Gustaf is an American art punk band from Brooklyn, New York.

==History==
The group formed in 2018. In 2020, the band released two songs, "Mine" and "Design". In 2021, the band released their debut album, Audio Drag for Ego Slobs, through Royal Mountain Records. On January 10, Gustaf announced details of their sophomore album "Package Pt. 2" out on April 5, 2024, alongside a new tour.

The group released a cover of "I Trusted You" by 1970s performance artist Andy Kauffman, a four minute song repeating those same three words. The song was featured in an advertisement for the iPhone.

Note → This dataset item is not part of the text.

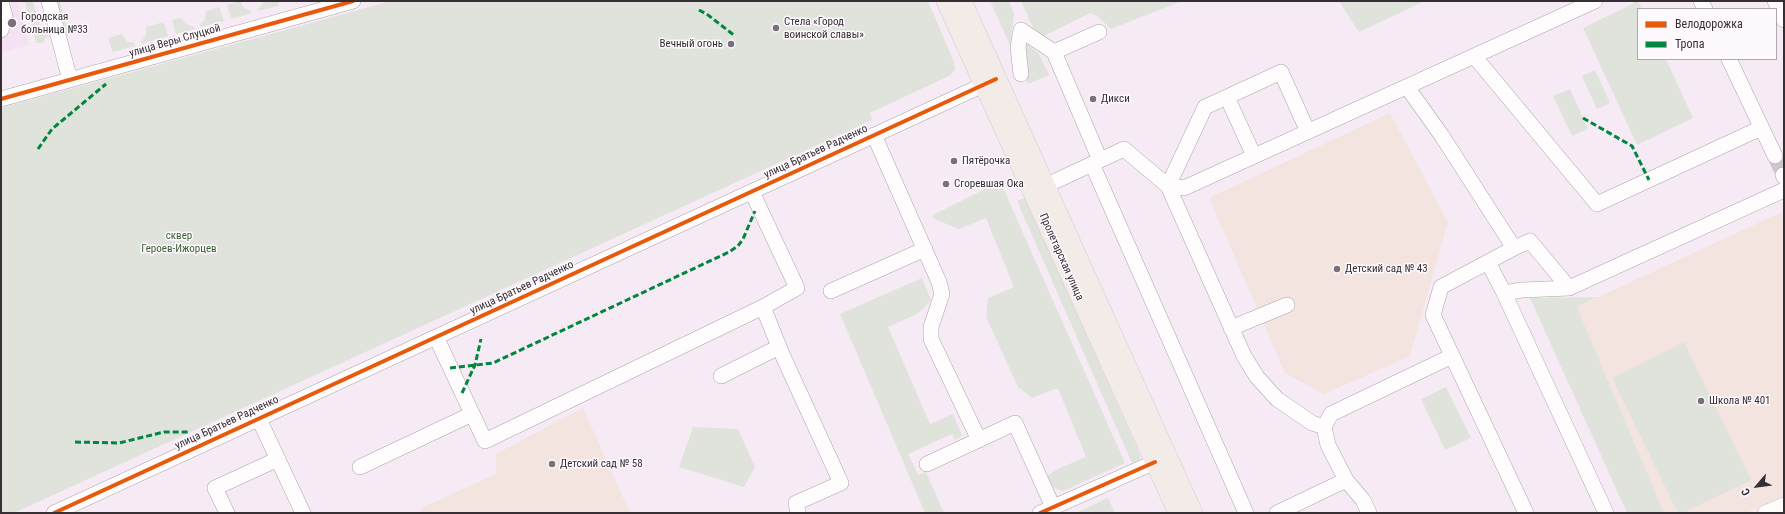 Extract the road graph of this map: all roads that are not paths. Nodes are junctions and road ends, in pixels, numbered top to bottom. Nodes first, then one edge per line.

Lydia Gammill got “Gustaf” from a random poster her dad gave her. When she moved into her first apartment in NYC, her dad gave her this old poster from a 1972 exhibit on King Gustaf III. She liked how the word looked and sounded, so when they suddenly needed a band name (after they’d already booked gigs and taken photos), she grabbed “Gustaf” off the poster.

In August 2026 the band announced via their instagram page that drummer,
Melissa Lucciola would be leaving the band to pursue other projects. In the same post they confirmed work on a third studio album with live shows planned
for Fall 2026.

==Discography==
Studio albums
- Audio Drag for Ego Slobs (2021)
- Package Pt 2 (2024)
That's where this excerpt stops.